Ledger’s Joker is certainly still one from the comic books, but his is a reincarnation of far more contemporary graphic novels such as Alan Moore’s Killing Joke and Grant Morrison’s Arkham Asylum. Pictured below and still worth a mention as perhaps the best voice of the Joker that ever was: Mark Hamill’s voice portrayal of the Clown Prince of Gotham. Hamill falls almost bang on center of our spectrum. His Joker is still very much a bi-polar maniac, but with a big splash of kid’s humour and silliness that is reminiscent of Romero’s Joker. Obviously with his character being made for kid’s TV there was only so much he could do on the homicidal and terrifying side of things, but he is definitive nonetheless at capturing the wicked glee of the Joker and I think anyone around my generation who watched the cartoons will agree it’s Hamill’s voice, and laugh, you hear when reading the comics.

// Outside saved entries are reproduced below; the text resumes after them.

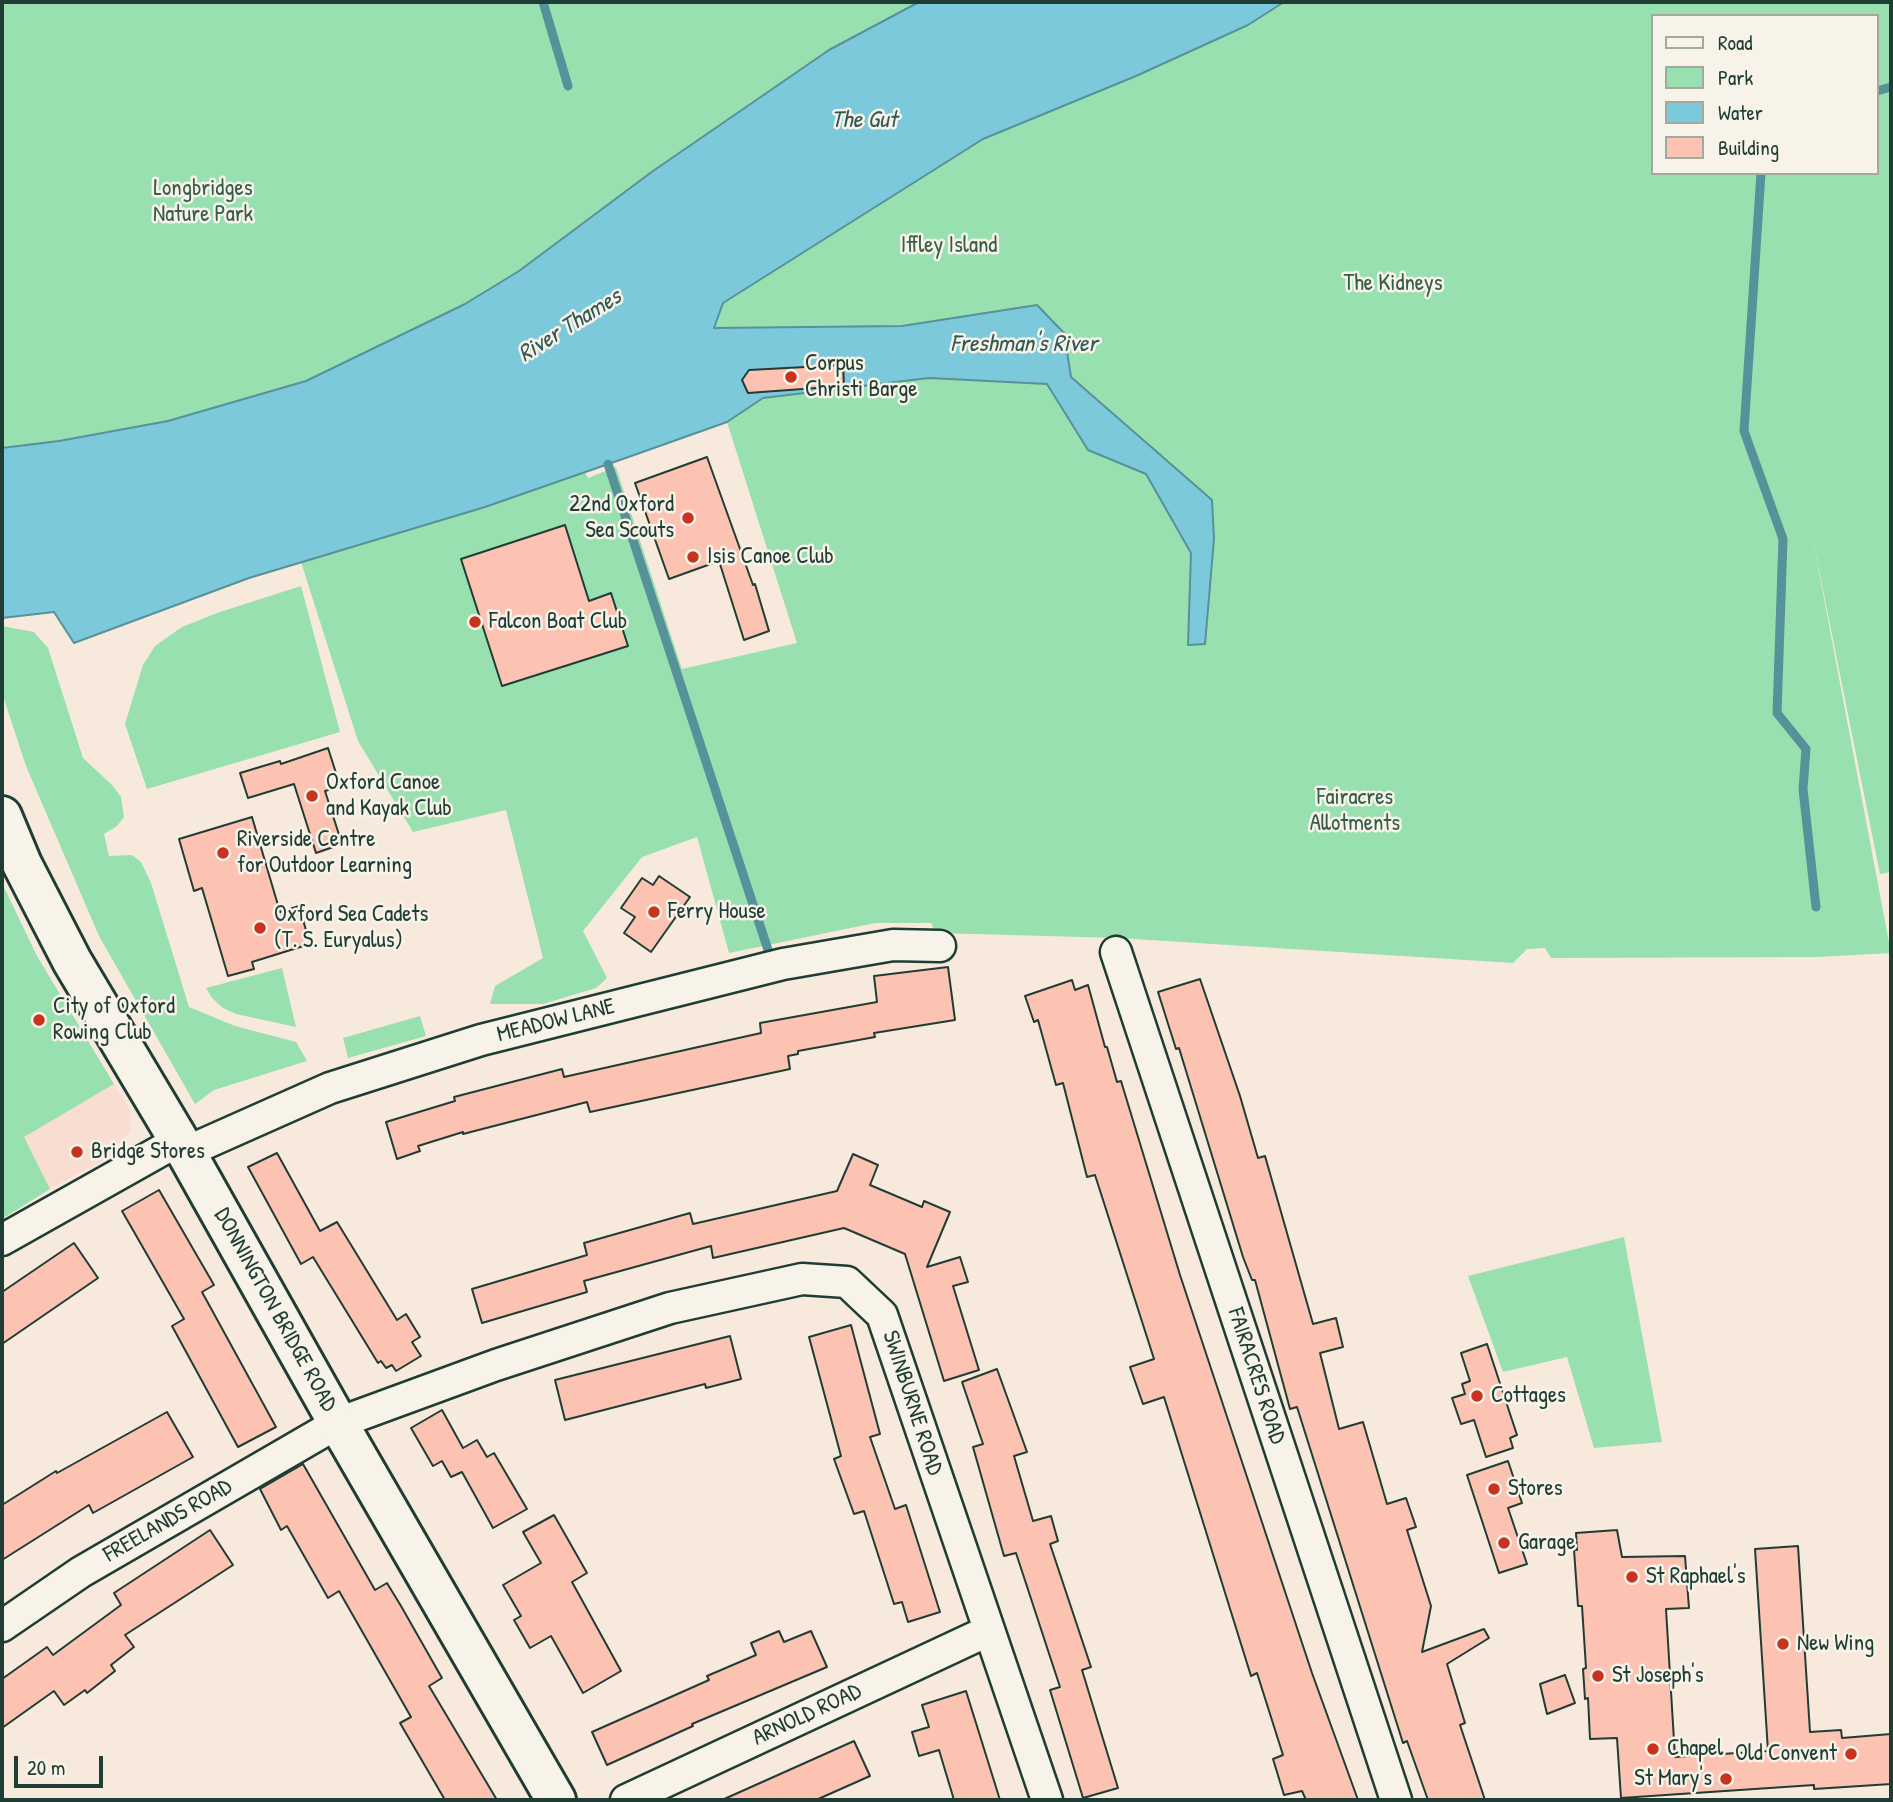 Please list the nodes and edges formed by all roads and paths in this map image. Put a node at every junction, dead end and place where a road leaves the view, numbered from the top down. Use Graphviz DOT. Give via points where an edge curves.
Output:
graph roads {
  1 [pos="2,816"];
  2 [pos="940,946"];
  3 [pos="1116,952"];
  4 [pos="183,1148"];
  5 [pos="2,1240"];
  6 [pos="338,1423"];
  7 [pos="2,1626"];
  8 [pos="988,1631"];
  9 [pos="556,1800"];
  10 [pos="626,1800"];
  11 [pos="1047,1800"];
  12 [pos="1396,1800"];
  1 -- 4 [label="main road, DONNINGTON BRIDGE ROAD" via="72,961"];
  2 -- 4 [label="street, MEADOW LANE" via="893,945 783,964 481,1040 330,1088 204,1144"];
  3 -- 12 [label="street, FAIRACRES ROAD"];
  4 -- 5 [label="street, MEADOW LANE"];
  4 -- 6 [label="main road, DONNINGTON BRIDGE ROAD"];
  6 -- 7 [label="street, FREELANDS ROAD" via="81,1572"];
  6 -- 8 [label="street, SWINBURNE ROAD" via="670,1308 802,1279 847,1282 882,1315"];
  6 -- 9 [label="main road, DONNINGTON BRIDGE ROAD"];
  8 -- 10 [label="street, ARNOLD ROAD"];
  8 -- 11 [label="street, SWINBURNE ROAD"];
}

So what is it that Misiano’s Joker does differently to their various adaptations of the character? I’m going to do something that I’m sure is very uncouth indeed and quote YouTube comments here, because a lot of the discussion on the second installment sums it up perfectly. One user stated that: “Yes, the traditional Joker is played in an extremely rambunctious manner which is always fun to watch. However, I find this Joker captivating in a sense that it is not over-the-top yet the psychotic energy is still present”, while another compared the smooth-talking Misiano to Hades from Hercules, and another user states that his more downplayed yet still socio-psychotic performance makes him more a ‘Joker of the real world’. These three comparisons very much sum up my feelings on this portrayal as well – Misiano has managed to achieve all the psychotic humour and sadism of Nicholson’s Joker, with that hint of a man truly unhinged as per Ledger’s Joker while maintaining the real comic book feel of the character himself. Performance aside, the scripting, costume and make-up for this Joker was pretty flawless and completely outshone the rest of the cast. Misiano has proven with this performance that sometimes understated can be far more impactful than ‘big and crazy’, falling I would say perfectly on the spectrum somewhere in between Nicholson and Hamill. If, like his character, Misiano’s goal was to be ‘a star, a king’ and to ‘generate some buzz’, then he has more than achieved that.